Pedro Sánchez actúa como las bandas de ladrones itinerantes. Esas que esperan al festivo, a la hora del partido, o al puente de agosto para desvalijarte la casa. Exactamente igual, el Gobierno ha esperado al viernes de la madre de todos los puentes de diciembre para aserrar las vigas del Estado de Derecho, jaleado por sus socios, muchos de ellos encapuchados, los descuideros que quieren llevarse los restos del naufragio. No lo van a conseguir. Hace falta algo más que ego y andares de ganso en celo para poner de rodillas a todo un país, pero ya solo la intentona le invalida para seguir al frente del Gobierno de la nación, a menos que todos juguemos a lo mismo y decidamos pasarnos las leyes por el forro de la cantimplora, aunque es probable que a Sánchez entonces no le parezca tan divertida la travesura.
Los golpistas acaban mal. Los dictadores más despiadados, también. Pero, echa un vistazo a la historia y verás que, además de la Selección de Luis Enrique, todavía hay quien acaba peor que todos los anteriores juntos: los traidores. Y Sánchez es un traidor a España y a los suyos, especializado desde el primer día en retorcer las leyes, en vender su alma al diablo solo para poner al mundo entero al servicio de su ambición de poder: desde el tongo de las primarias socialistas hasta el golpe al Tribunal Constitucional, nada ha cambiado, nada puede sorprendernos en sus métodos.
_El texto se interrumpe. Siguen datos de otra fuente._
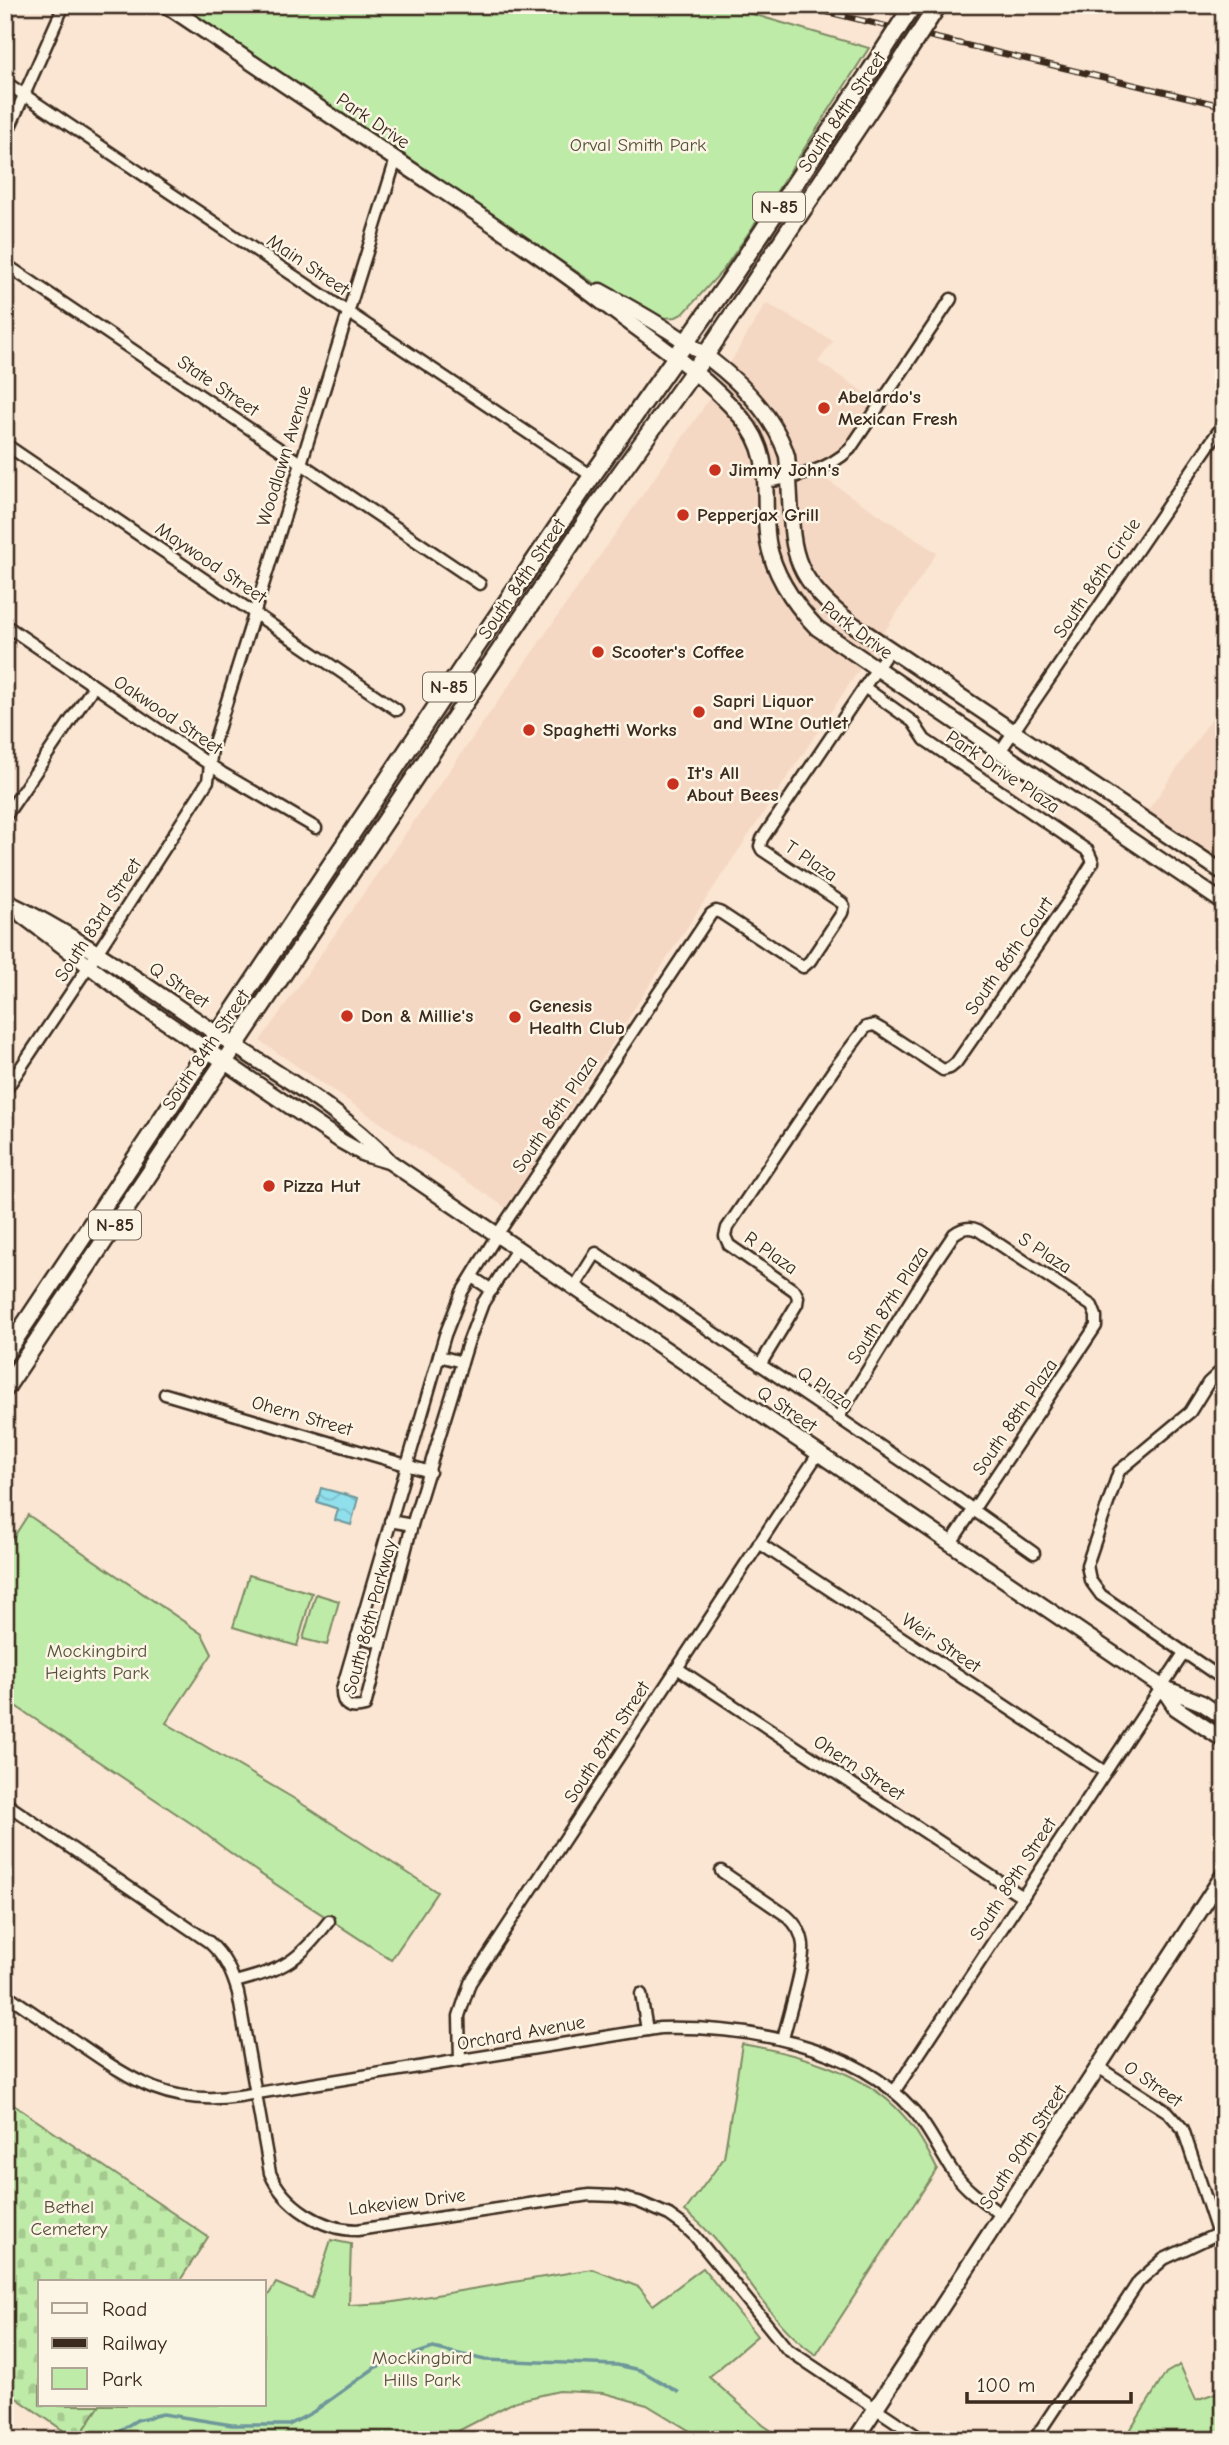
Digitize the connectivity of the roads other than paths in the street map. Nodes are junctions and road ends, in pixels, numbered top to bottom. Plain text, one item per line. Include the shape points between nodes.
1 (64, 5) edge
2 (166, 5) edge
3 (913, 5) edge
4 (938, 5) edge
5 (5, 82) edge
6 (24, 96) junction
7 (5, 138) edge
8 (396, 159) junction
9 (5, 264) edge
10 (559, 269) junction
11 (951, 299) dead end
12 (347, 312) junction
13 (685, 343) junction
14 (704, 357) junction
15 (675, 358) junction
16 (693, 372) junction
17 (1224, 423) edge
18 (5, 444) edge
19 (300, 462) junction
20 (592, 476) junction
21 (789, 478) junction
22 (767, 482) junction
23 (480, 584) dead end
24 (254, 613) junction
25 (5, 625) edge
26 (890, 649) junction
27 (876, 669) junction
28 (94, 685) junction
29 (864, 687) junction
30 (397, 710) dead end
31 (1013, 732) junction
32 (999, 753) junction
33 (210, 764) junction
34 (5, 817) edge
35 (316, 828) dead end
36 (1092, 858) joint
37 (1224, 873) edge
38 (5, 902) edge
39 (1224, 903) edge
40 (716, 911) joint
41 (97, 953) junction
42 (88, 967) junction
43 (217, 1034) junction
44 (235, 1045) junction
45 (207, 1049) junction
46 (224, 1061) junction
47 (5, 1091) edge
48 (390, 1162) junction
49 (978, 1230) joint
50 (497, 1235) junction
51 (724, 1236) joint
52 (517, 1249) junction
53 (472, 1277) junction
54 (574, 1288) junction
55 (492, 1290) junction
56 (1092, 1306) joint
57 (5, 1354) edge
58 (439, 1356) junction
59 (463, 1362) junction
60 (760, 1365) junction
61 (1224, 1368) edge
62 (5, 1389) edge
63 (165, 1394) dead end
64 (838, 1418) junction
65 (818, 1454) junction
66 (408, 1463) junction
67 (430, 1472) junction
68 (973, 1510) junction
69 (390, 1521) junction
70 (412, 1525) junction
71 (759, 1543) junction
72 (951, 1543) junction
73 (1034, 1553) dead end
74 (357, 1636) junction
75 (381, 1643) junction
76 (1184, 1653) junction
77 (677, 1668) junction
78 (1224, 1680) edge
79 (1162, 1687) junction
80 (1224, 1718) edge
81 (1224, 1740) edge
82 (1105, 1772) junction
83 (5, 1803) edge
84 (722, 1871) dead end
85 (1224, 1874) edge
86 (1023, 1897) junction
87 (329, 1921) dead end
88 (235, 1982) junction
89 (5, 1993) edge
90 (641, 1994) dead end
91 (647, 2030) junction
92 (783, 2039) junction
93 (460, 2061) junction
94 (1098, 2067) junction
95 (894, 2092) junction
96 (255, 2094) junction
97 (1002, 2215) junction
98 (1217, 2234) junction
99 (1224, 2252) edge
100 (875, 2409) junction
101 (855, 2440) edge
102 (923, 2440) edge
103 (1034, 2440) edge

1 - 6 street
2 - 8 street, Park Drive
3 - 13 main road, South 84th Street / N-85, bridge
4 - 14 main road, South 84th Street / N-85, bridge
5 - 6 street, Main Street
6 - 7 street
6 - 12 street, Main Street
8 - 10 street, Park Drive
8 - 12 street, Woodlawn Avenue
9 - 19 street, State Street
10 - 13 street, Park Drive
10 - 15 street, Park Drive
11 - 21 street via 849,449 833,464
12 - 19 street, Woodlawn Avenue
12 - 20 street, Main Street
13 - 14 street, Park Drive
13 - 15 main road, South 84th Street / N-85
14 - 16 main road, South 84th Street / N-85
14 - 21 street, Park Drive via 743,387 769,417 782,442
15 - 16 street, Park Drive
15 - 20 main road, South 84th Street / N-85
16 - 22 street, Park Drive via 731,405 756,436
16 - 44 main road, South 84th Street / N-85 via 587,520
17 - 31 street, South 86th Circle
18 - 24 street, Maywood Street
19 - 23 street, State Street
19 - 24 street, Woodlawn Avenue
20 - 43 main road, South 84th Street / N-85
21 - 22 street
21 - 26 street, Park Drive via 793,548 803,573 826,604
22 - 27 street, Park Drive via 768,544 783,584 817,628
24 - 30 street, Maywood Street
24 - 33 street, Woodlawn Avenue
25 - 28 street, Oakwood Street
26 - 27 street
26 - 31 street, Park Drive
27 - 29 street
27 - 32 street, Park Drive
28 - 33 street, Oakwood Street
28 - 34 street
29 - 36 street, Park Drive Plaza via 913,722 925,740
29 - 40 street, T Plaza via 760,846 844,905 842,913 803,967
31 - 32 street, South 86th Circle
31 - 37 street, Park Drive
32 - 39 street, Park Drive
33 - 35 street, Oakwood Street
33 - 41 street, South 83rd Street via 206,788
36 - 51 street, South 86th Court via 1092,866 956,1063 947,1070 940,1068 881,1029 869,1026 862,1030
38 - 41 street, Q Street
38 - 42 street, Q Street
40 - 50 street, South 86th Plaza
41 - 42 street, South 83rd Street
41 - 43 street, Q Street
42 - 45 street, Q Street
42 - 47 street, South 83rd Street
43 - 44 street, Q Street
43 - 45 main road, South 84th Street / N-85
44 - 46 main road, South 84th Street / N-85
44 - 48 street, Q Street via 351,1125
45 - 46 street, Q Street
45 - 57 main road, South 84th Street / N-85
46 - 48 street, Q Street via 341,1141
46 - 62 main road, South 84th Street / N-85
48 - 50 street, Q Street
49 - 56 street, S Plaza
49 - 64 street, South 87th Plaza via 967,1228 954,1234
50 - 52 street, Q Street
50 - 53 street, South 86th Parkway
51 - 60 street, R Plaza via 729,1245 798,1297
52 - 54 street, Q Street
52 - 55 street, South 86th Parkway
53 - 55 street
53 - 58 street, South 86th Parkway
54 - 60 street, Q Plaza via 596,1254
54 - 65 street, Q Street
55 - 59 street, South 86th Parkway
56 - 68 street, South 88th Plaza via 1096,1326
58 - 59 street
58 - 66 street, South 86th Parkway
59 - 67 street, South 86th Parkway
60 - 64 street, Q Plaza
61 - 76 street via 1190,1412 1119,1471 1087,1564 1090,1580 1101,1595
63 - 66 street, Ohern Street
64 - 68 street, Q Plaza
65 - 71 street, South 87th Street
65 - 72 street, Q Street
66 - 67 street, Ohern Street
66 - 69 street, South 86th Parkway
67 - 70 street, South 86th Parkway
68 - 72 street, South 88th Plaza
68 - 73 street, Q Plaza
69 - 70 street
69 - 74 street, South 86th Parkway
70 - 75 street, South 86th Parkway
71 - 77 street, South 87th Street
71 - 82 street, Weir Street
72 - 79 street, Q Street
74 - 75 street
74 - 75 street, South 86th Parkway via 341,1698 354,1709 365,1706
76 - 78 street
76 - 79 street, South 89th Street
77 - 86 street, Ohern Street
77 - 93 street, South 87th Street via 470,1983 459,2016
79 - 80 street, Q Street via 1202,1703
79 - 81 street, Q Street via 1176,1708
79 - 82 street, South 89th Street
82 - 86 street, South 89th Street
83 - 88 street, Lakeview Drive via 209,1942 230,1967
84 - 92 street via 787,1916 802,1937 803,1954
85 - 94 street, South 90th Street
86 - 95 street, South 89th Street
87 - 88 street via 290,1963
88 - 96 street, Lakeview Drive
89 - 96 street, Orchard Avenue via 149,2087 191,2098
90 - 91 street
91 - 92 street, Orchard Avenue via 714,2028
91 - 93 street, Orchard Avenue
92 - 95 street, Orchard Avenue via 862,2070
93 - 96 street, Orchard Avenue
94 - 97 street, South 90th Street
94 - 98 street, O Street via 1168,2112 1183,2129
95 - 97 street, Orchard Avenue via 920,2118 961,2182
96 - 100 street, Lakeview Drive via 273,2180 288,2200 316,2220 357,2230 589,2195 639,2202 669,2215 695,2236 787,2349
97 - 100 street, South 90th Street
98 - 99 street, O Street
98 - 103 street via 1164,2259 1139,2281
100 - 101 street, South 90th Street
100 - 102 street, Lakeview Drive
Siempre es lo mismo, danzando en la delgada línea de la ilegalidad, y sumergiéndose en las aguas de la inmoralidad.
A finales de noviembre nos anunció que pasaría a la historia. Pero no se trataba de un balance del pasado, sino de una amenaza. Ahora ya no hay duda: pasará, en efecto, a la historia como el mayor embustero que ha pisado La Moncloa, y el mayor tirano de la democracia. Lo que lo hace particularmente repugnante es que ni siquiera cree en unas ideas equivocadas, sino que está desarmando a coces el Estado de Derecho única y exclusivamente para su propio beneficio personal. Y una parte importante de la oposición todavía se está enterando hoy de que no existe el PSOE bueno. La oposición debería tener una única preocupación a esta hora tan delicada: unidad. Unidad en el diagnóstico y en la respuesta. Si no lo logran, que no lo lamenten.
Por lo demás, para quienes desde el periodismo y la política creen que el mundo se ha terminado y la situación es insostenible, lamento pincharles el enésimo apocalipsis: Sánchez tiene razón, España está de vacaciones, o completamente borracha en las cenas de Navidad, y nadie excepto un pequeño puñado de entusiastas de la indignación va a prestar la menor atención a este asalto. Y eso a pesar de que Pilar Llop asegure que en el metro no se habla de otra cosa. Que a los ministros de este Gobierno les ocurre una cosa extrañísima, que no se ha visto en ninguna otra latitud. Y es que los paran por la calle. Los paran muchísimo por la calle. Los paran constantemente por la calle y para hablarles de cosas rarísimas. Cuando no es a Llop es a Montero y cuando no es a Montero es a Yolanda Díaz, a quien los transeúntes no detienen para preguntarle por una dirección, o para pedirle un pitillo, o para rogarle que les saque una fotografía, sino para contarle que le han hecho indefinido y cosas así.
Pero más allá de la gente inverosímil que se cruza con ministros y lleva en el bolso todo el BOE subrayado y con post-it de colores, una mayoría de los españoles no va a enterarse de nada de lo que está pasando. A menudo los políticos pasan tanto tiempo tan cerca de los mismos problemas que creen que todo el mundo está igual de familiarizado con ellos, y que son capaces de comprender la gravedad de los hechos. No es así. La gente normal no tiene ni la más remota idea de si los tres quintos de la renovación del CGPJ son votos o son de cerveza, y no pocos solo se saben las siglas gracias al feliz hallazgo del añorado Campmany, aquel Conejo General del Joder Judicial.
Así que, además de los exabruptos hacia este Gobierno de traidores, siempre bienvenidos, siempre merecidos, y que tanto nos alegran la jornada, la oposición debería explicar lo que está ocurriendo, de un modo tan didáctico que lo pudiera entender incluso alguien que tenga césped en el cerebro por estar dedicando una media de veinte horas diarias al Mundial de Fútbol, como yo.